══ DATA SHOWN

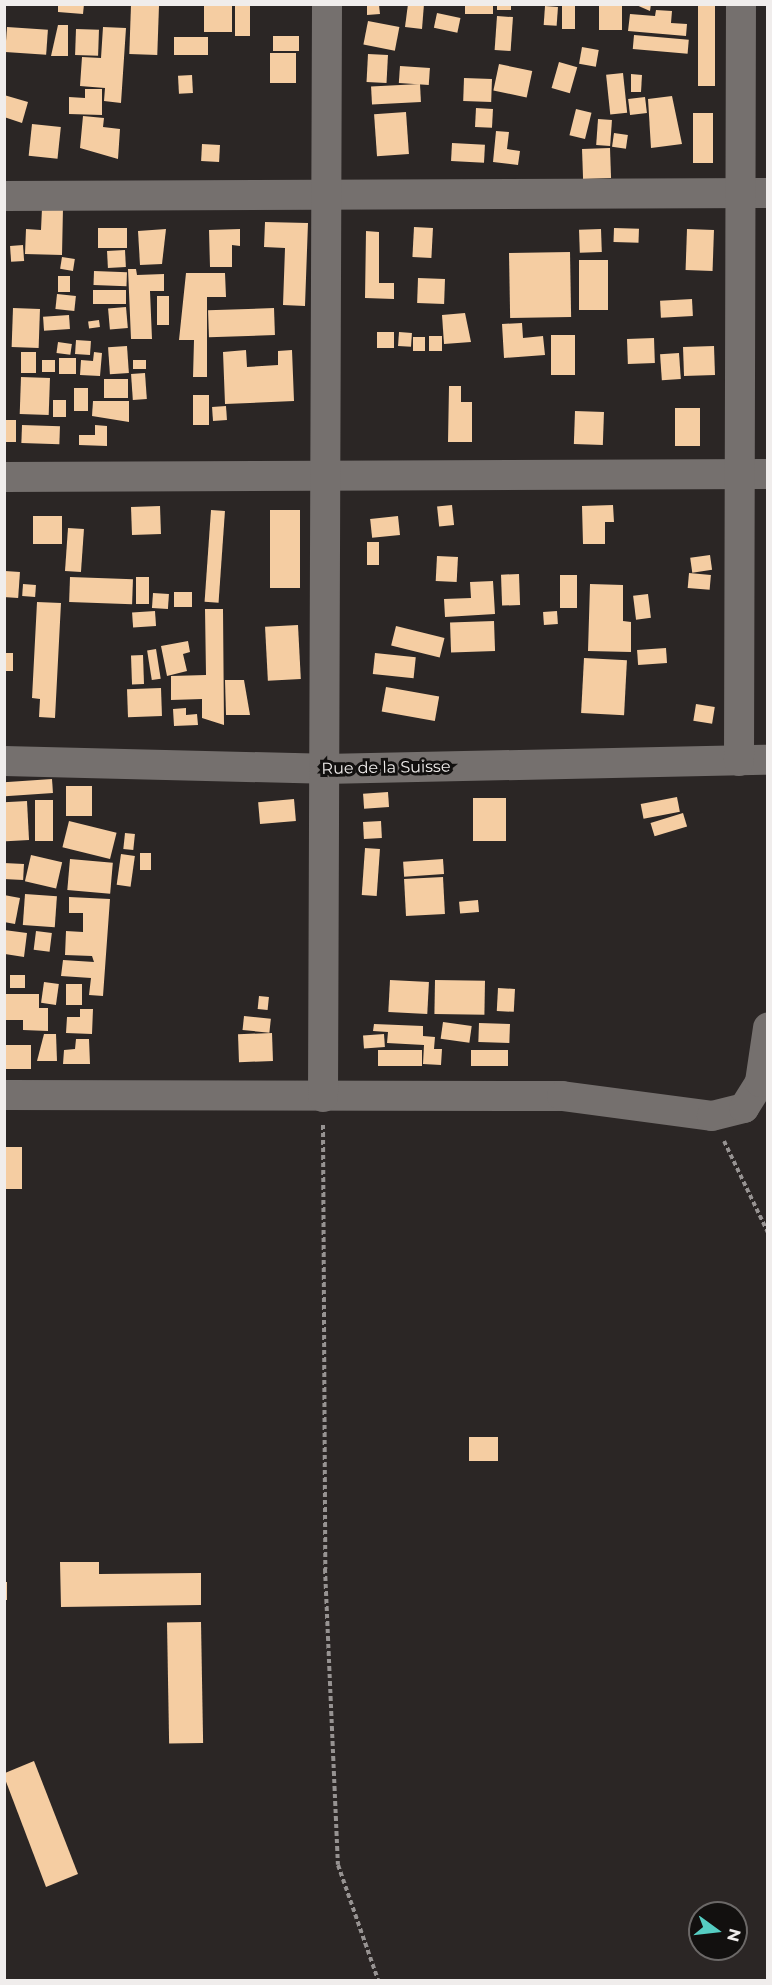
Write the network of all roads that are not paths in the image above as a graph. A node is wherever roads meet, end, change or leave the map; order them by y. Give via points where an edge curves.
1 (327, 4) edge
2 (741, 4) edge
3 (754, 194) edge
4 (326, 195) junction
5 (4, 196) edge
6 (753, 474) edge
7 (325, 476) junction
8 (4, 477) edge
9 (4, 761) edge
10 (753, 761) edge
11 (324, 769) junction
12 (768, 1028) edge
13 (4, 1095) edge
14 (323, 1097) junction

1 - 4 street
2 - 3 street
3 - 4 street
3 - 6 street
4 - 5 street
4 - 7 street
6 - 7 street
6 - 10 street
7 - 8 street
7 - 11 street
9 - 11 street, Rue de la Suisse
10 - 11 street, Rue de la Suisse
11 - 14 street
12 - 14 street via 760,1082 744,1108 712,1116 562,1096
13 - 14 street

════

PROBLEM DETAILS.
Output the lines above in full and exactly. Leave out every picture.

PROBLEM SOLUTION.
Write the network of all roads that are not paths in the image above as a graph. A node is wherever roads meet, end, change or leave the map; order them by y. Give via points where an edge curves.
1 (327, 4) edge
2 (741, 4) edge
3 (754, 194) edge
4 (326, 195) junction
5 (4, 196) edge
6 (753, 474) edge
7 (325, 476) junction
8 (4, 477) edge
9 (4, 761) edge
10 (753, 761) edge
11 (324, 769) junction
12 (768, 1028) edge
13 (4, 1095) edge
14 (323, 1097) junction

1 - 4 street
2 - 3 street
3 - 4 street
3 - 6 street
4 - 5 street
4 - 7 street
6 - 7 street
6 - 10 street
7 - 8 street
7 - 11 street
9 - 11 street, Rue de la Suisse
10 - 11 street, Rue de la Suisse
11 - 14 street
12 - 14 street via 760,1082 744,1108 712,1116 562,1096
13 - 14 street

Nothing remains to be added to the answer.